» Task prompt
Scan the entries below for "bridge" and copy each line that holds it.

» Data excerpts
--------
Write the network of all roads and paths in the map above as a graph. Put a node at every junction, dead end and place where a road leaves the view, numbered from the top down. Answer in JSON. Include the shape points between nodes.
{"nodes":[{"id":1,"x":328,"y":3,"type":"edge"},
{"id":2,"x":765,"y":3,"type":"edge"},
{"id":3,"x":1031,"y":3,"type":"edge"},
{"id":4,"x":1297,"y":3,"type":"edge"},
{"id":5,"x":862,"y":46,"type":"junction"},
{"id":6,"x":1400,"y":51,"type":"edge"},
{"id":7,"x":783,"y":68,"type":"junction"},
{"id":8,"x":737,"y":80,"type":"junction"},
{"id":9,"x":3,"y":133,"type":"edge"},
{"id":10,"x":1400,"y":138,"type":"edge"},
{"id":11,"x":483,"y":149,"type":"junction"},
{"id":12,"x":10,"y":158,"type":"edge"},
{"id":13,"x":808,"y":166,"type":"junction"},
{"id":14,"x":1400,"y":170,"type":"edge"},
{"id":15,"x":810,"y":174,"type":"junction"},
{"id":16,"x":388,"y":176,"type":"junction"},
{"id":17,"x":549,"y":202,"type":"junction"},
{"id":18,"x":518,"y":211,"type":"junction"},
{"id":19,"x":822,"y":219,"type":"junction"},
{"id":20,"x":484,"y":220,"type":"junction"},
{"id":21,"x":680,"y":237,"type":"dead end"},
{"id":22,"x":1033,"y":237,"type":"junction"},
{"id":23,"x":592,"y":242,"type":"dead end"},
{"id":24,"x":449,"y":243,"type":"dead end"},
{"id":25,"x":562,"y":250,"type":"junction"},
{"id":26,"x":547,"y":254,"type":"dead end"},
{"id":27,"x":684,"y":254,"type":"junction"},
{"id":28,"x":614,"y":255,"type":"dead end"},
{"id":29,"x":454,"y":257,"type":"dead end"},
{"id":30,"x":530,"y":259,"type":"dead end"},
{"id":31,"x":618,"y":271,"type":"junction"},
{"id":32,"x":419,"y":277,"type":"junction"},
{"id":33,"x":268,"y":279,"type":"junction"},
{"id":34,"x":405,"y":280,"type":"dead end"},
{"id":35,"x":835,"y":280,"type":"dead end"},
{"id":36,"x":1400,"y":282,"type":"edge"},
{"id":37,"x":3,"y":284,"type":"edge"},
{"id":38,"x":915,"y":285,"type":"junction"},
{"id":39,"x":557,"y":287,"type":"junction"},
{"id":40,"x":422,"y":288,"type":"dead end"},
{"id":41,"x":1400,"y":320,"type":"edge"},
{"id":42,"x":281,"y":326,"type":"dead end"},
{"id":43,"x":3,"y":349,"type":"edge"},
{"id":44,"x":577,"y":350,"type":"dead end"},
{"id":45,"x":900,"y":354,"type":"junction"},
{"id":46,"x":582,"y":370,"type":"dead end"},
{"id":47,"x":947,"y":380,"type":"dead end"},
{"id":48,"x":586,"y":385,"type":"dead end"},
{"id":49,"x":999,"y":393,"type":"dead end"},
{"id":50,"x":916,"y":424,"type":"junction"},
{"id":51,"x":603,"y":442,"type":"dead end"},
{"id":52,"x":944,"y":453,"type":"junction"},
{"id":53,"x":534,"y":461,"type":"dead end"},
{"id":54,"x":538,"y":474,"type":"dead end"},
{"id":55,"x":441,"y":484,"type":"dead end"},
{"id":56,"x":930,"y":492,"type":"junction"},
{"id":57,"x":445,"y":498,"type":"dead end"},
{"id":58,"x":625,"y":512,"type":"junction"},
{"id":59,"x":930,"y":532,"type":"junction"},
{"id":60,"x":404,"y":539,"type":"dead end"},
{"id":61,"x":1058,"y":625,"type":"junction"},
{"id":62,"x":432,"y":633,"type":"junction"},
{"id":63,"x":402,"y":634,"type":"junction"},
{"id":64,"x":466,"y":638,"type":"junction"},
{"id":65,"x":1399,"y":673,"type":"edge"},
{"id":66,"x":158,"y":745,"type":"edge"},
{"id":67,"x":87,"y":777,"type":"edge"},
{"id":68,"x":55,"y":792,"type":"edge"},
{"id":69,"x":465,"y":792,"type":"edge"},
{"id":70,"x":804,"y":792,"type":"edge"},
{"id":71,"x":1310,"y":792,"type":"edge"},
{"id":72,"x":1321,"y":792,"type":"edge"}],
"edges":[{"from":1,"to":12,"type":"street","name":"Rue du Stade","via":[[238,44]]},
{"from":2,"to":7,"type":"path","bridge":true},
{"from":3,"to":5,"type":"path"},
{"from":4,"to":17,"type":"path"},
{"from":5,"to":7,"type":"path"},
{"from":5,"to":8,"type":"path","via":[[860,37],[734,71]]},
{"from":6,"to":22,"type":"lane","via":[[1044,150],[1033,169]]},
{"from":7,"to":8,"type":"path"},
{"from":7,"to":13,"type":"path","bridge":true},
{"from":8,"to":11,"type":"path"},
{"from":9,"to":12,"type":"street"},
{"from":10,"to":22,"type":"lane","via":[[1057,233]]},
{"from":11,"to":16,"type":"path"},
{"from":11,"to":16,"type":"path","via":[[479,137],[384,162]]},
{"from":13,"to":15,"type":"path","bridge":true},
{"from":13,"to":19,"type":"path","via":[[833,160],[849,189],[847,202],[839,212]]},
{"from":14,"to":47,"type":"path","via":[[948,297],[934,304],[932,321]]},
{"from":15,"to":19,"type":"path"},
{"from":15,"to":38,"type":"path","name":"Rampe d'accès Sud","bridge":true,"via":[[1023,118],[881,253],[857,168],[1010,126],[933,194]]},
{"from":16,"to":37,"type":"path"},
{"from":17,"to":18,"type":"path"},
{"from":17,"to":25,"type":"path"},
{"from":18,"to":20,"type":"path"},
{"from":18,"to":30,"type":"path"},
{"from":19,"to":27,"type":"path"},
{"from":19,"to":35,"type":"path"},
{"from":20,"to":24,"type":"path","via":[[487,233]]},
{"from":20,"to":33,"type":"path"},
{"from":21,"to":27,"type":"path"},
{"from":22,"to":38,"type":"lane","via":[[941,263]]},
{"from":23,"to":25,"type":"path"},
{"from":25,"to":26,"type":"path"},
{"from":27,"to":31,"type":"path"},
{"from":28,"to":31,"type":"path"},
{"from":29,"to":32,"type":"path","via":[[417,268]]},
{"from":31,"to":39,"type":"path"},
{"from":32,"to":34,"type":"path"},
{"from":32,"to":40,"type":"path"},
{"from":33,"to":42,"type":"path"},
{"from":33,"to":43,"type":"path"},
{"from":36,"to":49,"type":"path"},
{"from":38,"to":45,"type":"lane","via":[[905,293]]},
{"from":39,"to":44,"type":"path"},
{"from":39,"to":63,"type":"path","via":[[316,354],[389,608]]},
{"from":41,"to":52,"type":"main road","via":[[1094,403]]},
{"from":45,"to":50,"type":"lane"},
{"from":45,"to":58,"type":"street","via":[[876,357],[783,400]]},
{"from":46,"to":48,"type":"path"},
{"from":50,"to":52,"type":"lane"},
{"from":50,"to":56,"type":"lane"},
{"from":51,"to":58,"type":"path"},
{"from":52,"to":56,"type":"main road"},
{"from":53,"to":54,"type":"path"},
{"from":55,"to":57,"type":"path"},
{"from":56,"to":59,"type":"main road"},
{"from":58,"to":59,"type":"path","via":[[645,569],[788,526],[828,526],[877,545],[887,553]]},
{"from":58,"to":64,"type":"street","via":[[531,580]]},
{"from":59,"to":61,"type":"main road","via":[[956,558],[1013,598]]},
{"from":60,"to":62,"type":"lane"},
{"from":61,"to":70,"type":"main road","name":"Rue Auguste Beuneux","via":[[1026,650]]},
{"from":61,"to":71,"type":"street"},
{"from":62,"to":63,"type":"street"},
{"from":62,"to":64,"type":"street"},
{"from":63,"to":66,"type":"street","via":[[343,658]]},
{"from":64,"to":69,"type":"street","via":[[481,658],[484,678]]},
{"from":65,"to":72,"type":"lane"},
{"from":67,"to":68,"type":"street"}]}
--------
» Answer space
{"from":2,"to":7,"type":"path","bridge":true},
{"from":7,"to":13,"type":"path","bridge":true},
{"from":13,"to":15,"type":"path","bridge":true},
{"from":15,"to":38,"type":"path","name":"Rampe d'accès Sud","bridge":true,"via":[[1023,118],[881,253],[857,168],[1010,126],[933,194]]},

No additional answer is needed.